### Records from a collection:
********
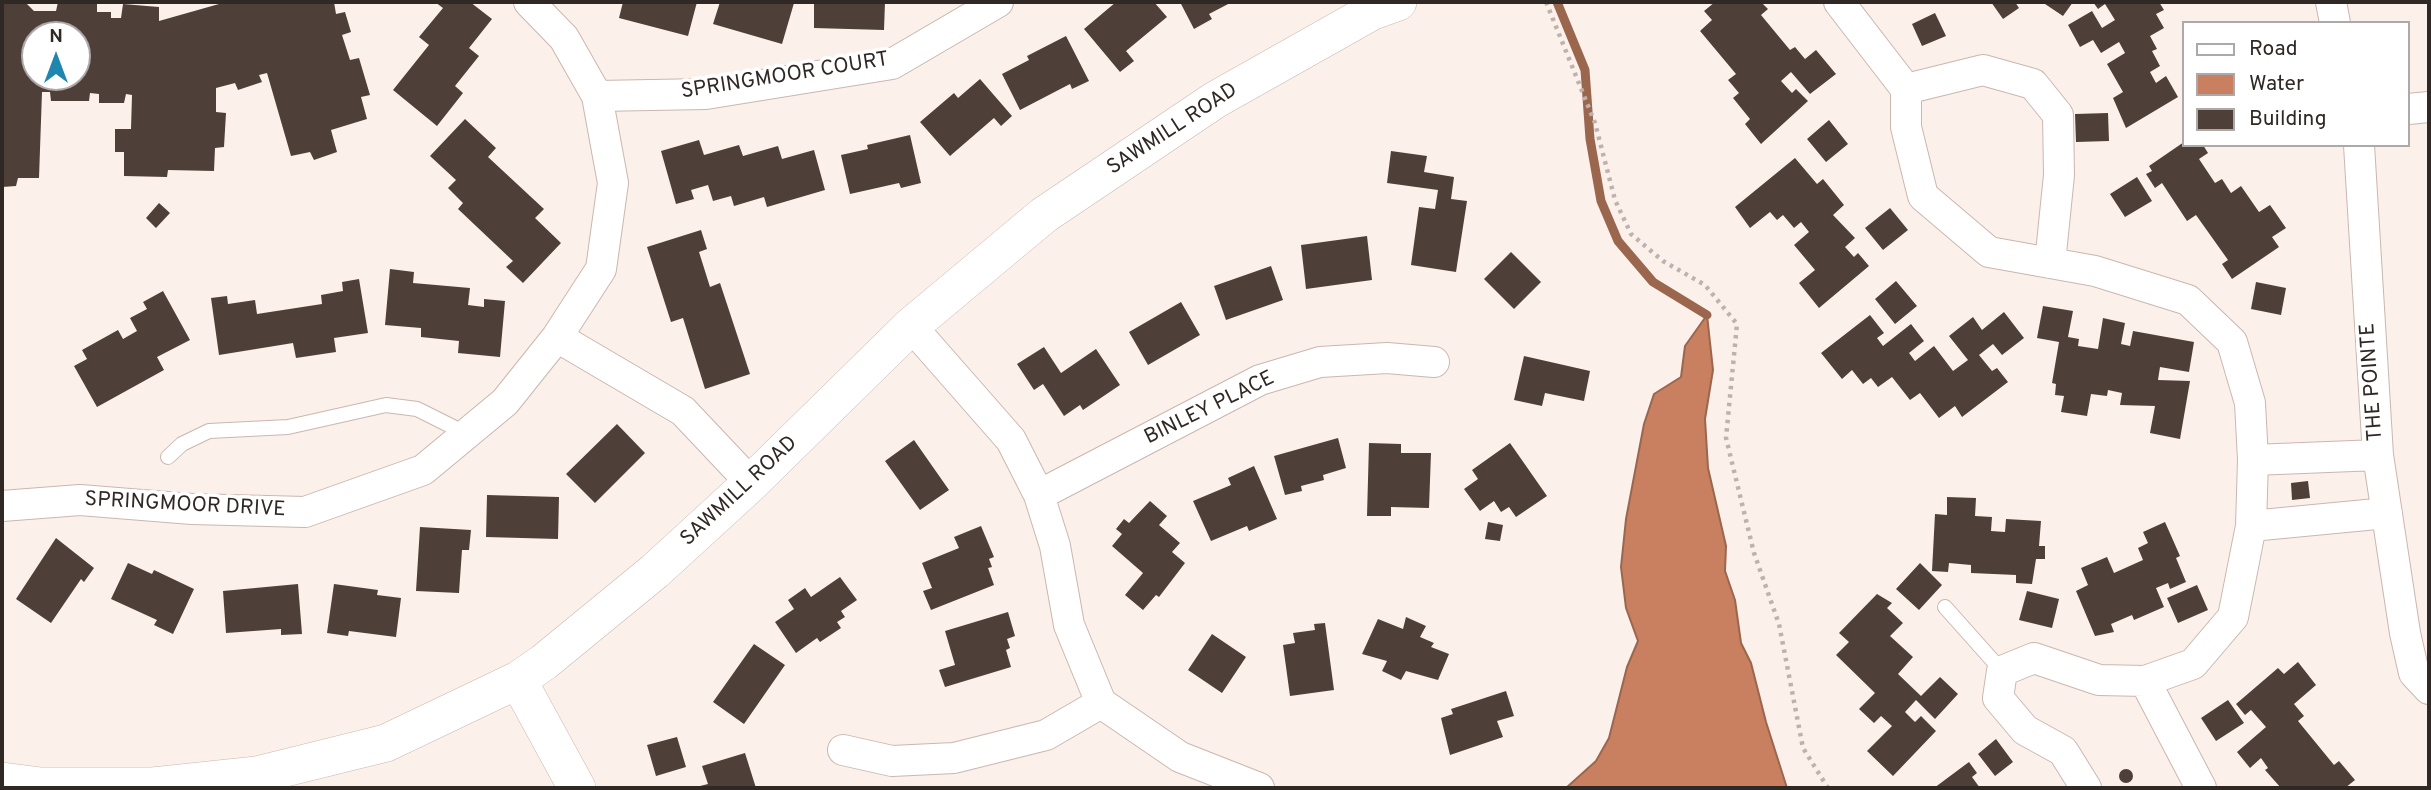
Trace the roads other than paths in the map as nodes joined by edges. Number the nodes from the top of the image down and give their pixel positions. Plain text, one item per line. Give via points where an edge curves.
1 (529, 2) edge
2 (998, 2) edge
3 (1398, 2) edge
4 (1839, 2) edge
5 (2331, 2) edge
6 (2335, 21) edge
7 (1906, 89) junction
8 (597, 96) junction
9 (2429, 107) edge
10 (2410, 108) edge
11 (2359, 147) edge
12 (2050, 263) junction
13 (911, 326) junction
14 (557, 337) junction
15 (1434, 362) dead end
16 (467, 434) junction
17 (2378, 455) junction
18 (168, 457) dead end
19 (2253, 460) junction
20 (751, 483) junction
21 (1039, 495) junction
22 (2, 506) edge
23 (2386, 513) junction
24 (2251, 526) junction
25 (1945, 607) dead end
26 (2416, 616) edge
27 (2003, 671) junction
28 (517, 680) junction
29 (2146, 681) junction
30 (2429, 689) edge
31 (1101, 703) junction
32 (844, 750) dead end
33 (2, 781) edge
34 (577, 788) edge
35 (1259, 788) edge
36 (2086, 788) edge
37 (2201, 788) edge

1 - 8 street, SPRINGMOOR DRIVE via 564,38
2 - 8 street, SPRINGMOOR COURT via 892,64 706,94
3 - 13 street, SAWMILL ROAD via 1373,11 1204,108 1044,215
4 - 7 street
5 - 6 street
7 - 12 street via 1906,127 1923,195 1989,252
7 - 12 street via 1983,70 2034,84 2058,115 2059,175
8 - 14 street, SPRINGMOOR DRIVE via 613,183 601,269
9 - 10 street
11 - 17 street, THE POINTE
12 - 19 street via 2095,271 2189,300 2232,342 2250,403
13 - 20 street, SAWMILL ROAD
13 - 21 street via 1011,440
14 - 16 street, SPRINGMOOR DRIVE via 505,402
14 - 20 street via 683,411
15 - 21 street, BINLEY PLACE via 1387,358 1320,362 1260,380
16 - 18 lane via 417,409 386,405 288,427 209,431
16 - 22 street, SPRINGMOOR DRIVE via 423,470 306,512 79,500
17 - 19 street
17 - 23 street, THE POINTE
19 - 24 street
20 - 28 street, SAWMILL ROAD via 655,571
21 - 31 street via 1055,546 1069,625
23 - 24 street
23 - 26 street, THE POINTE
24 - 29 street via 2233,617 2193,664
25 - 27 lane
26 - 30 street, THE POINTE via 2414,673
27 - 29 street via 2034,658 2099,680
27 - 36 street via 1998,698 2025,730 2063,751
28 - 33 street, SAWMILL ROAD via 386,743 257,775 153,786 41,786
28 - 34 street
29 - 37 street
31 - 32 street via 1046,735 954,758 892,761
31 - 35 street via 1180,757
********
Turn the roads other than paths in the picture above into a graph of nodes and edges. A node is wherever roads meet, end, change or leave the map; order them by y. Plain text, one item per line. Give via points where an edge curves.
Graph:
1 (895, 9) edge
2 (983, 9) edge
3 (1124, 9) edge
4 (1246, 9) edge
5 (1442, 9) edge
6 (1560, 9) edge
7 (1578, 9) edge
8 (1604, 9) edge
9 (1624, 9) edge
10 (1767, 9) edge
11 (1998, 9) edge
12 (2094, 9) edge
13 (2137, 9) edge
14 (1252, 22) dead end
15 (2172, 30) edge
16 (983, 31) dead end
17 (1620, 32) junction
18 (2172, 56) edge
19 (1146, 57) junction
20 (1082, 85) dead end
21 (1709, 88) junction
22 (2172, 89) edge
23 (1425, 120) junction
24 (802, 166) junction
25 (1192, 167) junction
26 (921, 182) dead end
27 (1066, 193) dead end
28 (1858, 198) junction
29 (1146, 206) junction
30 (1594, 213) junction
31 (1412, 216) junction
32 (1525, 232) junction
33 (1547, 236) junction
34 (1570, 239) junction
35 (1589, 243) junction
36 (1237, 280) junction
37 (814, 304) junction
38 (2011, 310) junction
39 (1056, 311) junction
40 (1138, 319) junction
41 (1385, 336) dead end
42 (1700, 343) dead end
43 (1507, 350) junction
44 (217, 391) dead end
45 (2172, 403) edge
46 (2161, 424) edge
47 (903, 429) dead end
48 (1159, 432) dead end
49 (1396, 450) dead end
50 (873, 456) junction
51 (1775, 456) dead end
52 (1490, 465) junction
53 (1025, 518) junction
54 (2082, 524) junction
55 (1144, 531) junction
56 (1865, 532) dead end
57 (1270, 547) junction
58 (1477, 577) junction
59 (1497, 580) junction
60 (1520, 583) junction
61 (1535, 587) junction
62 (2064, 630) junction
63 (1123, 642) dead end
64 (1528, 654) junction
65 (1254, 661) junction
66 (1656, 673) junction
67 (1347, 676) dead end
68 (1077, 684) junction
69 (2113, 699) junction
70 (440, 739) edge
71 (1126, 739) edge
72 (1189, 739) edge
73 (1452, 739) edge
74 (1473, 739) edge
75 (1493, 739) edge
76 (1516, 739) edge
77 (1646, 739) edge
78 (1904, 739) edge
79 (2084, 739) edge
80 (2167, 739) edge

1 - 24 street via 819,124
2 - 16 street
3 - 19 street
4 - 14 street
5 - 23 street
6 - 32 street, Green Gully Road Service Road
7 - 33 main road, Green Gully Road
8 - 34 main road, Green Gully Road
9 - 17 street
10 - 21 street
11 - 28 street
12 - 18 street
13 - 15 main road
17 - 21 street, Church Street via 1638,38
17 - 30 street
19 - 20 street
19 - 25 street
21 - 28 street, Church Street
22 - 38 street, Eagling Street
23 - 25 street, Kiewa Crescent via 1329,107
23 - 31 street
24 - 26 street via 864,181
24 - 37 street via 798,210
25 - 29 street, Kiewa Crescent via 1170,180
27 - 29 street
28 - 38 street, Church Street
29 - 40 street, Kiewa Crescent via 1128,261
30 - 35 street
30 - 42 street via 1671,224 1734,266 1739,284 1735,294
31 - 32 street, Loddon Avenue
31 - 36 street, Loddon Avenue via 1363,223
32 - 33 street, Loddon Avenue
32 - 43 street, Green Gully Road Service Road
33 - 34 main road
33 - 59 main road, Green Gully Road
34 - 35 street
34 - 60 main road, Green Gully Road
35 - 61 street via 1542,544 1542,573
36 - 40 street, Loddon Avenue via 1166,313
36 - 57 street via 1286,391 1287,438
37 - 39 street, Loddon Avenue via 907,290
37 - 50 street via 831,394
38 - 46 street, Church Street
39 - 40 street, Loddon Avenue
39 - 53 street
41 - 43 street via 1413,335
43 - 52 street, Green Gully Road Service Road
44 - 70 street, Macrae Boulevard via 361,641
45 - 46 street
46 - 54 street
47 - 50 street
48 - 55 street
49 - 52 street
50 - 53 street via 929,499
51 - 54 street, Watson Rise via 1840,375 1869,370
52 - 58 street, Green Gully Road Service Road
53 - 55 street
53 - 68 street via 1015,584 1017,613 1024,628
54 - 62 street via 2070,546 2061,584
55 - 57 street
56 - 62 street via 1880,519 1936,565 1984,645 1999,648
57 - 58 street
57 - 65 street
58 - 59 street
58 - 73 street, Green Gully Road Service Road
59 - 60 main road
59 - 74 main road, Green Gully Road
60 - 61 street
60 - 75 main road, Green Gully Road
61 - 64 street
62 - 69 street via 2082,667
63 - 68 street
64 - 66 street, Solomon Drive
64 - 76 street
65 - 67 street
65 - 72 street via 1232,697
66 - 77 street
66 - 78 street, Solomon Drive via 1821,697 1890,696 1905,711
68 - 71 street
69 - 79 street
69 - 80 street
********
Scan the data above for the word "POINTE". Copy every line in which it is found.

### OUTPUT FOR THIS TASK:
11 - 17 street, THE POINTE
17 - 23 street, THE POINTE
23 - 26 street, THE POINTE
26 - 30 street, THE POINTE via 2414,673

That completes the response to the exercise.